Ladies and gentlemen, this private array of addresses is what we call the Global Offset Table, or GOT.

It is actually perfectly valid to create a non-PIC shared library. It will work. But under the hood, the dynamic linker will probably patch most of the code pages of the library which will be duplicated by the copy-on-write mechanism of the virtual memory. Besides wasting memory, it may take more time to start because if a symbol is used thousands time along the code, the dynamic linker will have thousands relocations pointing into the code section to process at startup. On the other hand, with PIC there is one GOT entry per symbol so there is only one relocation to perform. But to be honest this is more a tradeoff than a pure win because using GOT implies using a more expensive function prologue to compute the GOT address and an additional indirection for access through the GOT.

Shared libraries all have their own GOT, and the program would have his if it was compiled with PIC as well (this is called Position Independant Executable by the way). Actually in any shared library, the GOT is used for every data accessed with an absolute address in the code, which includes static variables and global variables defined in the library itself.

For static variables there is no need for a GOT entry: getting the address is straightforward because the distance between the GOT and the variable itself is known, being in the same loadable unit, so the code can directly access it.

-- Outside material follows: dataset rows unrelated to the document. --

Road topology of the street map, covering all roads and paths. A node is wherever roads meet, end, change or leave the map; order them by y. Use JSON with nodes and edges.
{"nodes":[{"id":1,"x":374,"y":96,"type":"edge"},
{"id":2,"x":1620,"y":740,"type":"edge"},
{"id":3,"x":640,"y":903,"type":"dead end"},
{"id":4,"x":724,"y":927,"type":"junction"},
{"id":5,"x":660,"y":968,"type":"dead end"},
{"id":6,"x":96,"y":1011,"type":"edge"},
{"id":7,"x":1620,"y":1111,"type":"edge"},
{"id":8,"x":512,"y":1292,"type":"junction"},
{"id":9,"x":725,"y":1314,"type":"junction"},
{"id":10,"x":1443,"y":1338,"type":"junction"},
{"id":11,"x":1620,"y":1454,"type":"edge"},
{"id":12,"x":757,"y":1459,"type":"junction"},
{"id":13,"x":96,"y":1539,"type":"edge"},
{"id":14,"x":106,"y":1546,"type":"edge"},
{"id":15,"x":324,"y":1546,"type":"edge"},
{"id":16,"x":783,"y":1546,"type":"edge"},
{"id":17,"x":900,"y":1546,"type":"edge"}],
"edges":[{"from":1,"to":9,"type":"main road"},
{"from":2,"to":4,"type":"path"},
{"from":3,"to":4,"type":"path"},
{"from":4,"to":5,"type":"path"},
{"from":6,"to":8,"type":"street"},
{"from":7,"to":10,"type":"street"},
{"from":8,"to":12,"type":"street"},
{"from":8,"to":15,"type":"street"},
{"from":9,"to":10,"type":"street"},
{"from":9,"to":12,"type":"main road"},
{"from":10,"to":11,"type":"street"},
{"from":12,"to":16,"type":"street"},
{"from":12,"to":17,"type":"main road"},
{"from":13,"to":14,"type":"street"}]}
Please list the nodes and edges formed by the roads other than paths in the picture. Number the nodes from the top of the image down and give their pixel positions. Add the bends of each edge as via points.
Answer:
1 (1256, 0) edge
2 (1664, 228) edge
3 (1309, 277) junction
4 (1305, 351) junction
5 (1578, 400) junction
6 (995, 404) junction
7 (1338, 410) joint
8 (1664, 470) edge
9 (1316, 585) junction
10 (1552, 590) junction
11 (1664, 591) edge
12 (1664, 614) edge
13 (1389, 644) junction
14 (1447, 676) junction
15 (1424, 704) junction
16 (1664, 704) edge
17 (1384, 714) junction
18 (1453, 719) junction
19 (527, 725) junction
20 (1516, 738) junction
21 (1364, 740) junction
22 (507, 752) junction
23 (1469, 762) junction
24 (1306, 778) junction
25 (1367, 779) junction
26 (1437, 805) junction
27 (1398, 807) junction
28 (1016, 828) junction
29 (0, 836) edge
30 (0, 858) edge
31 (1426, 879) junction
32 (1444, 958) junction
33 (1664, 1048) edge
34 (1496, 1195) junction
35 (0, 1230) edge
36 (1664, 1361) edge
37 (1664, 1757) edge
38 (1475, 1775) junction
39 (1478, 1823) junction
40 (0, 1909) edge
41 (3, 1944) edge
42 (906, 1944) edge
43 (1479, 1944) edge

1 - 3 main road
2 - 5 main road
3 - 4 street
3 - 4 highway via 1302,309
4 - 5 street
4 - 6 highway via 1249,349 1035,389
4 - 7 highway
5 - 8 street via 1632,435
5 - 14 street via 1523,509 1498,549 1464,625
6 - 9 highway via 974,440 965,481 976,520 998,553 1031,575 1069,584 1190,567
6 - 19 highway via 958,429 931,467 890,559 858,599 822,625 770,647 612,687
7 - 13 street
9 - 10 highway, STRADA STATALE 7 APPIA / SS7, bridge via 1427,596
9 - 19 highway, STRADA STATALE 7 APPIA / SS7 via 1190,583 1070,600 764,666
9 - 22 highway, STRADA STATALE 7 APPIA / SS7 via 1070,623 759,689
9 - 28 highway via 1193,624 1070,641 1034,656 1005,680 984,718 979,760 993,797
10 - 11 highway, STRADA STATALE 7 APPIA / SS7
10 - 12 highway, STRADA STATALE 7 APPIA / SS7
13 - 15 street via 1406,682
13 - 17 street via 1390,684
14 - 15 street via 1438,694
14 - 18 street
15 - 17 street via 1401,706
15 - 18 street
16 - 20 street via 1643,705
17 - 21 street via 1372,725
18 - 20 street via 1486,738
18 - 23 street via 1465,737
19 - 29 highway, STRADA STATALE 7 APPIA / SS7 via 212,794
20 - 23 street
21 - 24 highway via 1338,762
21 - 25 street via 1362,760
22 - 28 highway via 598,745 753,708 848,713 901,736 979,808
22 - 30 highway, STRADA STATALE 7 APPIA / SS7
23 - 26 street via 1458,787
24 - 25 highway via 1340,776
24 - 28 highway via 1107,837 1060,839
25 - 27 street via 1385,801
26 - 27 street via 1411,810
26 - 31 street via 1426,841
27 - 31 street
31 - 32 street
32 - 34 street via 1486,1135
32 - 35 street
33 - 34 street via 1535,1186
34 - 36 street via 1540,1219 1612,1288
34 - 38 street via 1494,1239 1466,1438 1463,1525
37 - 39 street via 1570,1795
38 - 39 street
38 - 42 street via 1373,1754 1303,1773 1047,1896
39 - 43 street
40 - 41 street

One might think this is the same for global variables defined within the library itself. But this is without counting that ELF allows the executable or a previously shared library to redefine a global variable of a shared library. For example, you can perfectly define a stdout variable in your program despite it is already defined in libc, but keep in mind that your variable will also be used by the libc functions referring to stdout such as printf(3) so be careful that it points to a valid FILE object. In short, all global variables used by the shared library unconditionally have a GOT entry.

I hope you better understand what is GOT now :).